The current analysis included patients undergoing AF ablation without TEE at predominantly one center who were on uninterrupted DOAC therapy for at least 4 weeks prior to undergoing catheter ablation. The 6186 patients were predominantly white and male, with a mean age of 69 years.

In addition to the CHA2DS2-VASc score of 2.86, their mean CHADS2 score was 1.65; it was at least 2.00 in half the cases.

Still on DOACs, overwhelmingly apixaban (Eliquis, Pfizer/Bristol-Myers Squibb) or rivaroxaban (Xarelto, Bayer), patients received an intraprocedural heparin bolus prior to transeptal puncture, followed by a continuous heparin infusion, the report notes.

There were no strokes and only one TIA, in a patient "with long-standing persistent AF, in the setting of a missed dose of rivaroxaban prior to ablation," write the authors.
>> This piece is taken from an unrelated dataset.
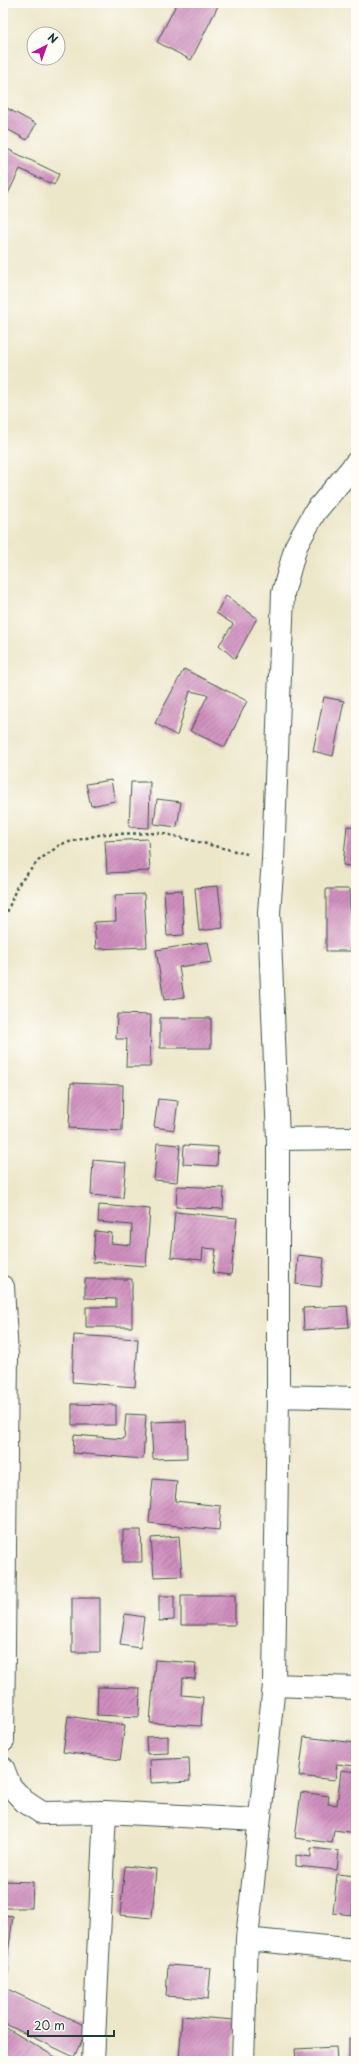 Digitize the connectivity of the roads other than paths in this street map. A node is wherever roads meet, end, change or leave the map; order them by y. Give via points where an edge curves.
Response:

"Patients with persistent AFib have a higher risk for thrombus, even if they have been anticoagulated," Ellis observed. For them, "I tend to do a TEE on the table to rule out thrombus before I do the case. Could I substitute that with ICE? Potentially."

But with ICE alone, the ultrasound probe would have to be in the left atrium for the best images, which would be after transeptal puncture. So it's easier "to abort the case and reschedule" if TEE sees a clot before the actual catheter procedure has started.

TEE may also have side benefits in some patients, Ellis said. While it's scanning for thrombus, it could be used to assess ejection fraction, valvular function, or the aorta for signs of cardiovascular risk. "There is information in certain patients that would heavily favor doing a TEE rather than ICE at the time of procedure."

Di Biase discloses consulting for Stereotaxis, Biosense Webster, Boston Scientific, and Abbott Medical; and receiving honoraria or travel reimbursement from Medtronic, Atricure, Bristol Myers Squibb, Pfizer, and Biotronik. Disclosures for the other authors are in the report. Ellis has previously disclosed receiving consulting fees from Boston Scientific, Abbott Medical, and Medtronic; and receiving research grants from Boston Scientific, Abbott Medical, and Medtronic.